21 julio 2015

1914: ¡El reino de los cielos se ha acercado! (3/16)

Joseph Franklin Rutherford entra en escena, pasa a ser el tercer presidente de la Watchtower. Se dirige bajo el tema: “El reino de los cielos se ha acercado”, en la asamblea de Cedar Point, del 5 al 13 de septiembre de 1922, Rutherford le dijo a su público que el reino de Dios realmente se había establecido en el 1914, no en la Tierra pero sí en ¡el cielo invisible!

“¿Creen ustedes que el glorioso Rey ha comenzado a reinar? Entonces, ¡otra vez al campo, oh hijos del Dios altísimo! ¡Cíñanse la armadura! Sean sobrios, sean vigilantes, sean activos, sean valientes. Sean fieles y verdaderos testigos para el Señor. Sigan adelante en la lucha hasta que todo vestigio de Babilonia quede desolado.
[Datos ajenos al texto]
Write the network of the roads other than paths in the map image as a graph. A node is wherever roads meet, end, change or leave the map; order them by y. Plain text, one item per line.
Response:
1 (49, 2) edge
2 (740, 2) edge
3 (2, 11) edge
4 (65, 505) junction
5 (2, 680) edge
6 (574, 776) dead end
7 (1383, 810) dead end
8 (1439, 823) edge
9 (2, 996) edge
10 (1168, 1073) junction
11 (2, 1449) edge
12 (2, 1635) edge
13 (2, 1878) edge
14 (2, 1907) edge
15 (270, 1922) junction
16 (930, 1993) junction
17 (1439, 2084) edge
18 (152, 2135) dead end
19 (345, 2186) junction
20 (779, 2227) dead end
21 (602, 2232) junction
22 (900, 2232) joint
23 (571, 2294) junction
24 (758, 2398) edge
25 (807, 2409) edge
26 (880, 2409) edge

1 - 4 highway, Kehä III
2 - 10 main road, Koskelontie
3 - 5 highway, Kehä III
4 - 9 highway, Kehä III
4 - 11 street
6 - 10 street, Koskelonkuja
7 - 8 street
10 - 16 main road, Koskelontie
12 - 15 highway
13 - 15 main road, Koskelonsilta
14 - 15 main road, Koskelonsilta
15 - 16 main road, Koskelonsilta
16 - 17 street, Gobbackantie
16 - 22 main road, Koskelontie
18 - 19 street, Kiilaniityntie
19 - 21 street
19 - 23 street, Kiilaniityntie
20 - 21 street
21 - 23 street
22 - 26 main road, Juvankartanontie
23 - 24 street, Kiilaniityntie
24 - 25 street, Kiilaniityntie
Proclamen el mensaje lejos y extensamente. El mundo tiene que saber que Jehová es Dios y que Jesucristo es el Rey de reyes y Señor de señores. Este es el día de importancia máxima. ¡Miren, el Rey rige! Ustedes son sus agentes de publicidad. Por lo tanto, anuncien, anuncien, anuncien al Rey y su reino.” Esta emocionante llamada a la acción hecha por JF Rutherford en la asamblea internacional de Cedar Point (Ohio), en 1922, tuvo una gran influencia en los concurrentes.” — Proclamadores, página 72.
Joseph Rutherford
Tres años después, en el año 1925, él aplicó la cita de Revelación 12 a éste evento, declarando que el reino de Dios nació en el cielo en el año 1914 de acuerdo a las profecías y que en 1925 resucitarían los patriarcas de la antigüedad.

Por lo tanto, podemos confiadamente esperar que 1925 marcará el retorno de Abraham, Isaac, Jacob y los profetas fieles de la antigüedad, particularmente los mencionados por el Apóstol en Hebreos 11, en una condición de perfección humana.” — Millones que ahora viven no morirán jamás, página 89.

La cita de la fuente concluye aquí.